Tuesday, December 03, 2013

Three Brothers (1980)


Do you like this movie? Yes.

What Do You Like About It? It has the expansive, deliberate, unfrenetic, realist, novelistic style that reached its zenith in the 1970s, particularly in Europe. This depiction of consciousness, character, etc, was akin to how I used to experience life myself until I was around twenty-seven or so.

What Do You Dislike About It? Nothing stands out. It is a little unusual in that it sets out a group of characters with very serious problems or crises happening in their lives and kind of leaves it at that, as if to say, these are the pertinent facts of life, and there is no resolution for them, until you grow old and die (or are killed). But when you think about it you realize how foolish you are, not so much to want, but to expect a resolution such that a character will never be troubled by his great problem ever again.

What Do You Love About it? Nothing to that extreme. I like seeing something of the Europe of my childhood and youth that I could still get a little sense of in 1990, but as one of the themes is about how soul-crushing the modern urban lifestyle and economy were even at that time, I was not indulging in the nostalgia too much.

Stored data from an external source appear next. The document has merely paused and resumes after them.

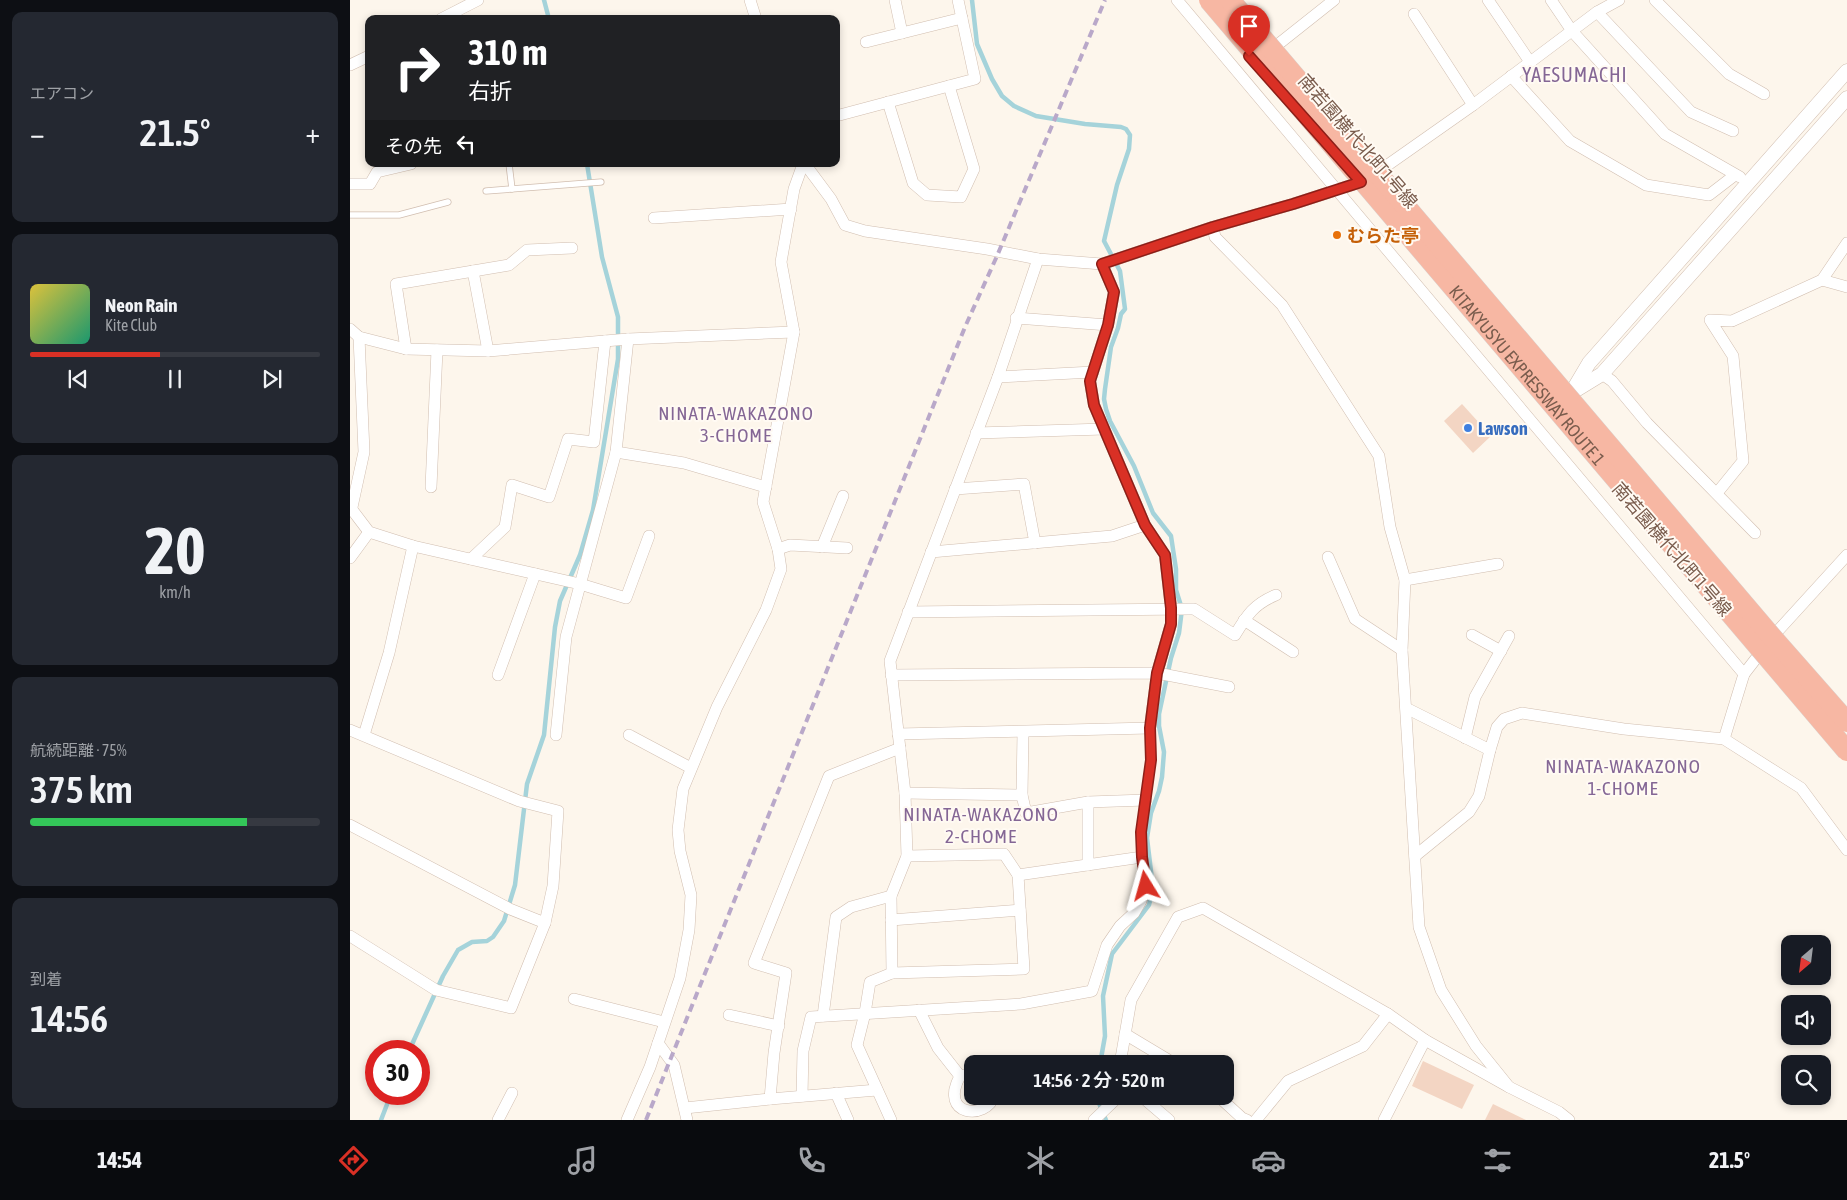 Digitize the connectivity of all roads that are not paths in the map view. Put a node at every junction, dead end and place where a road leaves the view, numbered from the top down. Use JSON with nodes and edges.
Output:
{"nodes":[{"id":1,"x":478,"y":0,"type":"edge"},
{"id":2,"x":750,"y":0,"type":"edge"},
{"id":3,"x":895,"y":0,"type":"edge"},
{"id":4,"x":958,"y":0,"type":"edge"},
{"id":5,"x":1177,"y":0,"type":"edge"},
{"id":6,"x":1200,"y":0,"type":"edge"},
{"id":7,"x":1209,"y":0,"type":"edge"},
{"id":8,"x":1230,"y":0,"type":"edge"},
{"id":9,"x":1238,"y":0,"type":"edge"},
{"id":10,"x":1488,"y":0,"type":"edge"},
{"id":11,"x":1550,"y":0,"type":"edge"},
{"id":12,"x":1619,"y":0,"type":"edge"},
{"id":13,"x":1655,"y":0,"type":"edge"},
{"id":14,"x":1332,"y":1,"type":"edge"},
{"id":15,"x":1598,"y":12,"type":"junction"},
{"id":16,"x":1414,"y":14,"type":"dead end"},
{"id":17,"x":449,"y":15,"type":"edge"},
{"id":18,"x":755,"y":15,"type":"edge"},
{"id":19,"x":962,"y":18,"type":"junction"},
{"id":20,"x":1572,"y":31,"type":"junction"},
{"id":21,"x":902,"y":33,"type":"junction"},
{"id":22,"x":866,"y":42,"type":"dead end"},
{"id":23,"x":1276,"y":46,"type":"junction"},
{"id":24,"x":365,"y":58,"type":"edge"},
{"id":25,"x":1530,"y":62,"type":"junction"},
{"id":26,"x":350,"y":65,"type":"edge"},
{"id":27,"x":1847,"y":71,"type":"edge"},
{"id":28,"x":1511,"y":76,"type":"junction"},
{"id":29,"x":949,"y":86,"type":"junction"},
{"id":30,"x":1764,"y":94,"type":"dead end"},
{"id":31,"x":1847,"y":98,"type":"edge"},
{"id":32,"x":888,"y":102,"type":"junction"},
{"id":33,"x":1473,"y":105,"type":"junction"},
{"id":34,"x":840,"y":115,"type":"edge"},
{"id":35,"x":1733,"y":131,"type":"dead end"},
{"id":36,"x":398,"y":167,"type":"edge"},
{"id":37,"x":509,"y":167,"type":"edge"},
{"id":38,"x":803,"y":167,"type":"edge"},
{"id":39,"x":806,"y":167,"type":"edge"},
{"id":40,"x":1382,"y":169,"type":"junction"},
{"id":41,"x":1735,"y":174,"type":"junction"},
{"id":42,"x":601,"y":182,"type":"dead end"},
{"id":43,"x":1361,"y":182,"type":"junction"},
{"id":44,"x":1748,"y":182,"type":"junction"},
{"id":45,"x":350,"y":184,"type":"edge"},
{"id":46,"x":512,"y":189,"type":"junction"},
{"id":47,"x":1337,"y":189,"type":"junction"},
{"id":48,"x":486,"y":191,"type":"dead end"},
{"id":49,"x":448,"y":202,"type":"dead end"},
{"id":50,"x":791,"y":209,"type":"junction"},
{"id":51,"x":350,"y":215,"type":"edge"},
{"id":52,"x":654,"y":218,"type":"dead end"},
{"id":53,"x":1213,"y":227,"type":"junction"},
{"id":54,"x":1847,"y":243,"type":"edge"},
{"id":55,"x":572,"y":248,"type":"dead end"},
{"id":56,"x":1038,"y":259,"type":"junction"},
{"id":57,"x":1102,"y":264,"type":"junction"},
{"id":58,"x":473,"y":271,"type":"junction"},
{"id":59,"x":1822,"y":280,"type":"junction"},
{"id":60,"x":1847,"y":287,"type":"edge"},
{"id":61,"x":1016,"y":318,"type":"junction"},
{"id":62,"x":1108,"y":325,"type":"junction"},
{"id":63,"x":794,"y":332,"type":"junction"},
{"id":64,"x":354,"y":339,"type":"edge"},
{"id":65,"x":628,"y":339,"type":"junction"},
{"id":66,"x":605,"y":341,"type":"junction"},
{"id":67,"x":406,"y":349,"type":"junction"},
{"id":68,"x":437,"y":350,"type":"junction"},
{"id":69,"x":488,"y":352,"type":"junction"},
{"id":70,"x":1093,"y":372,"type":"junction"},
{"id":71,"x":1602,"y":374,"type":"junction"},
{"id":72,"x":998,"y":377,"type":"junction"},
{"id":73,"x":1572,"y":393,"type":"junction"},
{"id":74,"x":1555,"y":412,"type":"junction"},
{"id":75,"x":1104,"y":429,"type":"junction"},
{"id":76,"x":976,"y":432,"type":"junction"},
{"id":77,"x":616,"y":452,"type":"junction"},
{"id":78,"x":766,"y":487,"type":"junction"},
{"id":79,"x":431,"y":488,"type":"dead end"},
{"id":80,"x":955,"y":489,"type":"junction"},
{"id":81,"x":1717,"y":493,"type":"junction"},
{"id":82,"x":842,"y":496,"type":"dead end"},
{"id":83,"x":351,"y":507,"type":"edge"},
{"id":84,"x":1145,"y":525,"type":"junction"},
{"id":85,"x":369,"y":532,"type":"junction"},
{"id":86,"x":1755,"y":533,"type":"dead end"},
{"id":87,"x":649,"y":536,"type":"dead end"},
{"id":88,"x":1035,"y":543,"type":"junction"},
{"id":89,"x":413,"y":546,"type":"junction"},
{"id":90,"x":822,"y":547,"type":"junction"},
{"id":91,"x":847,"y":548,"type":"dead end"},
{"id":92,"x":778,"y":549,"type":"junction"},
{"id":93,"x":931,"y":552,"type":"junction"},
{"id":94,"x":1847,"y":556,"type":"edge"},
{"id":95,"x":1328,"y":557,"type":"dead end"},
{"id":96,"x":350,"y":558,"type":"edge"},
{"id":97,"x":471,"y":560,"type":"junction"},
{"id":98,"x":1498,"y":564,"type":"dead end"},
{"id":99,"x":535,"y":574,"type":"junction"},
{"id":100,"x":1405,"y":580,"type":"junction"},
{"id":101,"x":580,"y":584,"type":"junction"},
{"id":102,"x":1276,"y":595,"type":"dead end"},
{"id":103,"x":1180,"y":608,"type":"junction"},
{"id":104,"x":908,"y":612,"type":"junction"},
{"id":105,"x":1244,"y":620,"type":"junction"},
{"id":106,"x":1775,"y":634,"type":"junction"},
{"id":107,"x":1472,"y":635,"type":"dead end"},
{"id":108,"x":1509,"y":636,"type":"dead end"},
{"id":109,"x":1402,"y":650,"type":"junction"},
{"id":110,"x":1294,"y":652,"type":"dead end"},
{"id":111,"x":1500,"y":652,"type":"junction"},
{"id":112,"x":1760,"y":652,"type":"junction"},
{"id":113,"x":1160,"y":674,"type":"junction"},
{"id":114,"x":1744,"y":674,"type":"junction"},
{"id":115,"x":498,"y":675,"type":"dead end"},
{"id":116,"x":891,"y":675,"type":"junction"},
{"id":117,"x":1230,"y":687,"type":"dead end"},
{"id":118,"x":1406,"y":708,"type":"junction"},
{"id":119,"x":1847,"y":718,"type":"edge"},
{"id":120,"x":1847,"y":722,"type":"edge"},
{"id":121,"x":1150,"y":728,"type":"junction"},
{"id":122,"x":350,"y":730,"type":"edge"},
{"id":123,"x":1024,"y":732,"type":"junction"},
{"id":124,"x":364,"y":734,"type":"junction"},
{"id":125,"x":898,"y":734,"type":"junction"},
{"id":126,"x":556,"y":735,"type":"dead end"},
{"id":127,"x":629,"y":736,"type":"dead end"},
{"id":128,"x":1466,"y":738,"type":"junction"},
{"id":129,"x":1724,"y":739,"type":"junction"},
{"id":130,"x":900,"y":748,"type":"junction"},
{"id":131,"x":1490,"y":750,"type":"junction"},
{"id":132,"x":1847,"y":751,"type":"edge"},
{"id":133,"x":1847,"y":759,"type":"edge"},
{"id":134,"x":691,"y":768,"type":"junction"},
{"id":135,"x":905,"y":793,"type":"junction"},
{"id":136,"x":1022,"y":795,"type":"junction"},
{"id":137,"x":1146,"y":800,"type":"junction"},
{"id":138,"x":1088,"y":802,"type":"junction"},
{"id":139,"x":350,"y":825,"type":"edge"},
{"id":140,"x":1847,"y":850,"type":"edge"},
{"id":141,"x":907,"y":856,"type":"junction"},
{"id":142,"x":1415,"y":856,"type":"junction"},
{"id":143,"x":1142,"y":857,"type":"junction"},
{"id":144,"x":1088,"y":865,"type":"junction"},
{"id":145,"x":1018,"y":875,"type":"junction"},
{"id":146,"x":891,"y":896,"type":"junction"},
{"id":147,"x":1020,"y":910,"type":"junction"},
{"id":148,"x":892,"y":920,"type":"junction"},
{"id":149,"x":545,"y":923,"type":"junction"},
{"id":150,"x":350,"y":936,"type":"edge"},
{"id":151,"x":892,"y":974,"type":"junction"},
{"id":152,"x":574,"y":999,"type":"dead end"},
{"id":153,"x":919,"y":1010,"type":"junction"},
{"id":154,"x":865,"y":1013,"type":"junction"},
{"id":155,"x":1388,"y":1014,"type":"junction"},
{"id":156,"x":729,"y":1015,"type":"dead end"},
{"id":157,"x":823,"y":1016,"type":"junction"},
{"id":158,"x":664,"y":1022,"type":"junction"},
{"id":159,"x":779,"y":1026,"type":"junction"},
{"id":160,"x":1125,"y":1034,"type":"junction"},
{"id":161,"x":1425,"y":1040,"type":"junction"},
{"id":162,"x":658,"y":1043,"type":"junction"},
{"id":163,"x":1122,"y":1055,"type":"edge"},
{"id":164,"x":1160,"y":1055,"type":"edge"},
{"id":165,"x":964,"y":1075,"type":"edge"},
{"id":166,"x":960,"y":1076,"type":"junction"},
{"id":167,"x":1509,"y":1087,"type":"junction"},
{"id":168,"x":877,"y":1090,"type":"junction"},
{"id":169,"x":512,"y":1093,"type":"dead end"},
{"id":170,"x":836,"y":1093,"type":"junction"},
{"id":171,"x":802,"y":1096,"type":"junction"},
{"id":172,"x":770,"y":1099,"type":"junction"},
{"id":173,"x":991,"y":1105,"type":"edge"},
{"id":174,"x":1110,"y":1105,"type":"edge"},
{"id":175,"x":1152,"y":1105,"type":"edge"},
{"id":176,"x":1228,"y":1105,"type":"edge"},
{"id":177,"x":686,"y":1114,"type":"edge"},
{"id":178,"x":498,"y":1120,"type":"edge"},
{"id":179,"x":627,"y":1120,"type":"edge"},
{"id":180,"x":848,"y":1120,"type":"edge"},
{"id":181,"x":891,"y":1120,"type":"edge"},
{"id":182,"x":1094,"y":1120,"type":"edge"},
{"id":183,"x":1169,"y":1120,"type":"edge"},
{"id":184,"x":1247,"y":1120,"type":"edge"},
{"id":185,"x":1256,"y":1120,"type":"edge"},
{"id":186,"x":1384,"y":1120,"type":"edge"},
{"id":187,"x":1569,"y":1120,"type":"edge"}],
"edges":[{"from":1,"to":17,"type":"street"},
{"from":2,"to":18,"type":"street"},
{"from":3,"to":21,"type":"street"},
{"from":4,"to":19,"type":"street"},
{"from":5,"to":47,"type":"street"},
{"from":6,"to":43,"type":"street","name":"南若園横代北町1号線"},
{"from":7,"to":132,"type":"highway","name":"KITAKYUSYU EXPRESSWAY ROUTE 1","bridge":true},
{"from":8,"to":120,"type":"highway","name":"KITAKYUSYU EXPRESSWAY ROUTE 1","bridge":true},
{"from":9,"to":23,"type":"street","name":"南若園横代北町1号線"},
{"from":10,"to":25,"type":"street"},
{"from":11,"to":20,"type":"street"},
{"from":12,"to":15,"type":"street"},
{"from":13,"to":30,"type":"street"},
{"from":14,"to":23,"type":"street"},
{"from":15,"to":20,"type":"street"},
{"from":15,"to":35,"type":"street"},
{"from":16,"to":33,"type":"street"},
{"from":19,"to":21,"type":"street"},
{"from":19,"to":29,"type":"street"},
{"from":20,"to":25,"type":"street"},
{"from":20,"to":41,"type":"street"},
{"from":21,"to":22,"type":"street"},
{"from":23,"to":40,"type":"street","name":"南若園横代北町1号線"},
{"from":24,"to":26,"type":"street"},
{"from":25,"to":28,"type":"street"},
{"from":27,"to":44,"type":"street"},
{"from":28,"to":33,"type":"street"},
{"from":28,"to":41,"type":"street"},
{"from":29,"to":32,"type":"street"},
{"from":29,"to":32,"type":"street"},
{"from":31,"to":71,"type":"street"},
{"from":32,"to":34,"type":"street"},
{"from":33,"to":40,"type":"street"},
{"from":36,"to":45,"type":"street"},
{"from":37,"to":46,"type":"lane"},
{"from":38,"to":50,"type":"street"},
{"from":39,"to":56,"type":"street"},
{"from":40,"to":43,"type":"street"},
{"from":40,"to":73,"type":"street","name":"南若園横代北町1号線"},
{"from":41,"to":44,"type":"street"},
{"from":42,"to":46,"type":"lane"},
{"from":43,"to":47,"type":"street"},
{"from":43,"to":74,"type":"street","name":"南若園横代北町1号線"},
{"from":44,"to":73,"type":"street"},
{"from":46,"to":48,"type":"lane"},
{"from":47,"to":53,"type":"street"},
{"from":47,"to":114,"type":"street"},
{"from":49,"to":51,"type":"lane"},
{"from":50,"to":52,"type":"street"},
{"from":50,"to":63,"type":"street"},
{"from":53,"to":57,"type":"street"},
{"from":53,"to":100,"type":"street"},
{"from":54,"to":59,"type":"street"},
{"from":55,"to":58,"type":"street"},
{"from":56,"to":57,"type":"street"},
{"from":56,"to":61,"type":"street"},
{"from":57,"to":62,"type":"street"},
{"from":58,"to":67,"type":"street"},
{"from":58,"to":69,"type":"street"},
{"from":59,"to":60,"type":"street"},
{"from":59,"to":81,"type":"street"},
{"from":61,"to":62,"type":"street"},
{"from":61,"to":72,"type":"street"},
{"from":62,"to":70,"type":"street"},
{"from":63,"to":65,"type":"street"},
{"from":63,"to":78,"type":"street"},
{"from":64,"to":67,"type":"street"},
{"from":64,"to":83,"type":"street"},
{"from":65,"to":66,"type":"street"},
{"from":65,"to":77,"type":"street"},
{"from":66,"to":69,"type":"street"},
{"from":66,"to":97,"type":"street"},
{"from":67,"to":68,"type":"street"},
{"from":68,"to":69,"type":"street"},
{"from":68,"to":79,"type":"street"},
{"from":70,"to":72,"type":"street"},
{"from":70,"to":75,"type":"street"},
{"from":71,"to":73,"type":"street"},
{"from":71,"to":81,"type":"street"},
{"from":72,"to":76,"type":"street"},
{"from":73,"to":74,"type":"street"},
{"from":73,"to":106,"type":"street","name":"南若園横代北町1号線"},
{"from":74,"to":112,"type":"street","name":"南若園横代北町1号線"},
{"from":75,"to":76,"type":"street"},
{"from":75,"to":84,"type":"street"},
{"from":76,"to":80,"type":"street"},
{"from":77,"to":78,"type":"street"},
{"from":77,"to":101,"type":"street"},
{"from":78,"to":92,"type":"street"},
{"from":80,"to":88,"type":"street"},
{"from":80,"to":93,"type":"street"},
{"from":81,"to":86,"type":"street"},
{"from":82,"to":90,"type":"street"},
{"from":83,"to":85,"type":"street"},
{"from":84,"to":88,"type":"street"},
{"from":84,"to":103,"type":"street"},
{"from":85,"to":89,"type":"street"},
{"from":85,"to":96,"type":"street"},
{"from":87,"to":101,"type":"street"},
{"from":88,"to":93,"type":"street"},
{"from":89,"to":97,"type":"street"},
{"from":89,"to":124,"type":"street"},
{"from":90,"to":91,"type":"street"},
{"from":90,"to":92,"type":"street"},
{"from":92,"to":134,"type":"street"},
{"from":93,"to":104,"type":"street"},
{"from":94,"to":106,"type":"street"},
{"from":95,"to":109,"type":"street"},
{"from":97,"to":99,"type":"street"},
{"from":98,"to":100,"type":"street"},
{"from":99,"to":101,"type":"street"},
{"from":99,"to":115,"type":"street"},
{"from":100,"to":109,"type":"street"},
{"from":101,"to":126,"type":"street"},
{"from":102,"to":105,"type":"street"},
{"from":103,"to":104,"type":"street"},
{"from":103,"to":105,"type":"street"},
{"from":103,"to":113,"type":"street"},
{"from":104,"to":116,"type":"street"},
{"from":105,"to":110,"type":"street"},
{"from":106,"to":112,"type":"street"},
{"from":106,"to":119,"type":"street","name":"南若園横代北町1号線"},
{"from":107,"to":111,"type":"street"},
{"from":108,"to":111,"type":"street"},
{"from":109,"to":118,"type":"street"},
{"from":111,"to":128,"type":"street"},
{"from":112,"to":114,"type":"street"},
{"from":112,"to":133,"type":"street","name":"南若園横代北町1号線"},
{"from":113,"to":116,"type":"street"},
{"from":113,"to":117,"type":"street"},
{"from":113,"to":121,"type":"street"},
{"from":114,"to":129,"type":"street"},
{"from":116,"to":125,"type":"street"},
{"from":118,"to":128,"type":"street"},
{"from":118,"to":142,"type":"street"},
{"from":121,"to":123,"type":"street"},
{"from":121,"to":137,"type":"lane"},
{"from":122,"to":124,"type":"street"},
{"from":123,"to":125,"type":"street"},
{"from":123,"to":136,"type":"street"},
{"from":124,"to":149,"type":"street"},
{"from":125,"to":130,"type":"street"},
{"from":127,"to":134,"type":"street"},
{"from":128,"to":131,"type":"street"},
{"from":129,"to":131,"type":"street"},
{"from":129,"to":140,"type":"street"},
{"from":130,"to":135,"type":"street"},
{"from":130,"to":159,"type":"street"},
{"from":131,"to":142,"type":"street"},
{"from":134,"to":158,"type":"street"},
{"from":135,"to":136,"type":"street"},
{"from":135,"to":141,"type":"street"},
{"from":136,"to":138,"type":"street"},
{"from":137,"to":138,"type":"street"},
{"from":137,"to":143,"type":"lane"},
{"from":138,"to":144,"type":"street"},
{"from":139,"to":149,"type":"street"},
{"from":141,"to":145,"type":"street"},
{"from":141,"to":146,"type":"street"},
{"from":142,"to":167,"type":"street"},
{"from":143,"to":144,"type":"street"},
{"from":143,"to":153,"type":"street"},
{"from":144,"to":145,"type":"street"},
{"from":145,"to":147,"type":"street"},
{"from":146,"to":148,"type":"street"},
{"from":146,"to":157,"type":"street"},
{"from":147,"to":148,"type":"street"},
{"from":147,"to":151,"type":"street"},
{"from":148,"to":151,"type":"street"},
{"from":149,"to":150,"type":"street"},
{"from":151,"to":154,"type":"street"},
{"from":152,"to":158,"type":"street"},
{"from":153,"to":154,"type":"street"},
{"from":153,"to":166,"type":"street"},
{"from":154,"to":157,"type":"street"},
{"from":154,"to":168,"type":"street"},
{"from":155,"to":160,"type":"street"},
{"from":155,"to":161,"type":"street"},
{"from":155,"to":185,"type":"street"},
{"from":156,"to":159,"type":"street"},
{"from":157,"to":171,"type":"street"},
{"from":158,"to":162,"type":"street"},
{"from":159,"to":172,"type":"street"},
{"from":160,"to":163,"type":"street"},
{"from":160,"to":164,"type":"street"},
{"from":161,"to":167,"type":"street"},
{"from":161,"to":186,"type":"street"},
{"from":162,"to":177,"type":"street"},
{"from":162,"to":179,"type":"street"},
{"from":165,"to":166,"type":"street"},
{"from":166,"to":173,"type":"street"},
{"from":167,"to":187,"type":"street"},
{"from":168,"to":170,"type":"street"},
{"from":168,"to":181,"type":"street"},
{"from":169,"to":178,"type":"street"},
{"from":170,"to":171,"type":"street"},
{"from":170,"to":180,"type":"street"},
{"from":171,"to":172,"type":"street"},
{"from":172,"to":177,"type":"street"},
{"from":174,"to":182,"type":"street"},
{"from":175,"to":183,"type":"street"},
{"from":176,"to":184,"type":"street"}]}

Who is the director? Francesco Rosi. This is the first of his films I have seen. I would say that on the whole he definitely belongs to the old camp (he was born in 1922, and began directing on his own in the 50s) that reached a kind of maturity by the late 60s and 70s. The films of this school are extremely well-made, both technically and in terms the overall coherence of story or theme. They know what they mean to say and want to show, and how they want to say and show it.

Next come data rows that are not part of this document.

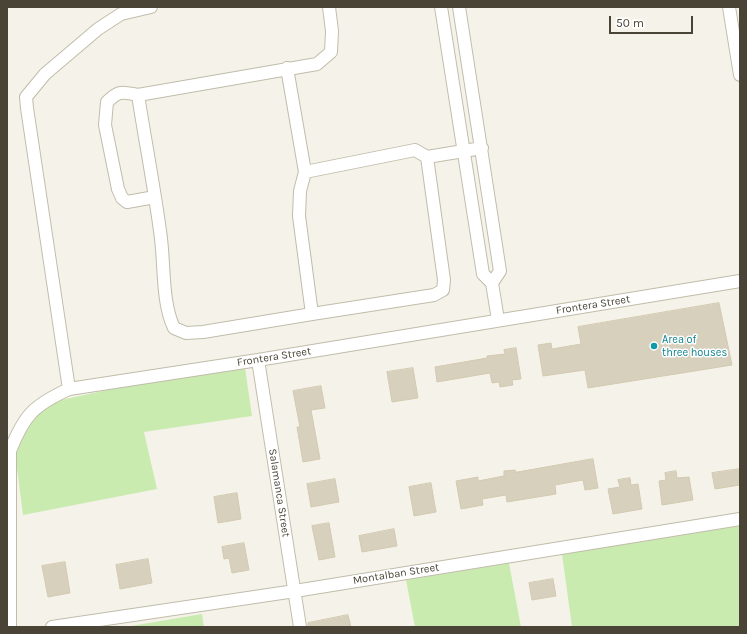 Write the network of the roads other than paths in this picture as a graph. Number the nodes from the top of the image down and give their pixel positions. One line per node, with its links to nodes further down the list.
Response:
1 (151, 7): 19 (street)
2 (329, 7): 6 (street)
3 (441, 7): 10 (street)
4 (459, 7): 9 (street)
5 (729, 7): 7 (street)
6 (287, 68): 8 (street); 12 (street)
7 (740, 75)
8 (138, 95): 13 (street); 13 (street)
9 (482, 148): 10 (street); 15 (street)
10 (463, 150): 11 (street); 15 (street)
11 (427, 157): 12 (street); 16 (street)
12 (304, 172): 16 (street)
13 (155, 197): 16 (street)
14 (740, 281): 17 (street, Frontera Street)
15 (492, 283): 17 (street)
16 (312, 314)
17 (498, 320): 18 (street, Frontera Street)
18 (258, 360): 19 (street, Frontera Street); 21 (street, Salamanca Street)
19 (69, 388): 22 (street, Frontera Street)
20 (740, 519): 21 (street, Montalban Street)
21 (295, 591): 23 (street, Montalban Street); 24 (street, Salamanca Street)
22 (10, 627)
23 (52, 627)
24 (300, 627)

What is important about this movie? This movie is interesting because it comes near the end of an era that, unlike similar transitional periods, I don't think as many people on the creative side of the field realized was the end of an era. Or even if they had some sense of this, I don't think they grasped how different even intelligent people's attitudes towards art and artworks, and the manner by which they consumed and related to them would become. For it seems to me in this regard we are a long way from 1980. In Italian film no less than the other major national cinemas the period beginning around 1980 was a watershed time, as the older masters (Fellini, De Sica, Visconti, etc) retired, and the generation that only knew the postwar world rose to prominence. Rosi does address the theme, so prominent especially in this more recent generation, of the native but poor village one has had to leave behind to contribute economically and socially in the modern world, feeble as that contribution is. He does not fully romanticize it, and it is clear that for the most part it is hopeless for any young person to try to make a life there in 1980, but it is also clear that something serious has been lost with this breaking from tradition.

Anything Else. The sophisticated Euro-sex is kept pretty much to a minimum. There is only one of the brothers who is a threat to get it on with anybody. He does, mysteriously to me, have sex with his rather cold ex-wife (though I thought her attractive enough) after a conversation in which I could not detect any hint that she felt anything towards him other than contempt and security in her total superiority. I don't get how we are supposed to know that she still wanted it, or at least was willing to have it. And the beauty of it is, I never will. But you know why, superior reader. You have been there. And you will never forget it.

A Confession. When I was in college I would get a letter every year, or at least twice I got one, from the financial aid office or admissions office or alumni office or some other office informing me that my aid that year was in some part made possible by a very generous gift to the College from a Mr Whitebread Mayonnaise or other from the class of 1929, who was at the time still living in Baltimore, and that it would be appreciated if I would write him a letter of thanks and say something about my studies and my plans for the future and so on. Needless to say I never got around to writing any of these letters. At the time I no doubt forgot about them within fifteen minutes of leaving the mailbox, and I had thought about it once in all of the years since then, until a few weeks ago, when I remembered that I had been asked to do this one polite little thing in return for ten of thousands of money I was being given, and I had completely ignored it, as if it were beneath my contempt even to acknowledge it all. It's something I should have done, and emblematic of all the reasons why my life relative to the greater world amounted to so little as it did.

My wife has a blog now. She is a natural. Her site is for her Greek and Latin classes (substantial and purposeful) and is wholly devoid of narcissism. I can only marvel at the seriousness and restraint, two qualities I have always longed for and never come close to attaining.

No picture with tonight's posting because my computer situation is still a joke. I have two in the room, one of which is crashing every time I log onto the site, the other of which is loading pictures at 1998 speed. I will probably edit one in in a few days, when I can get something working again.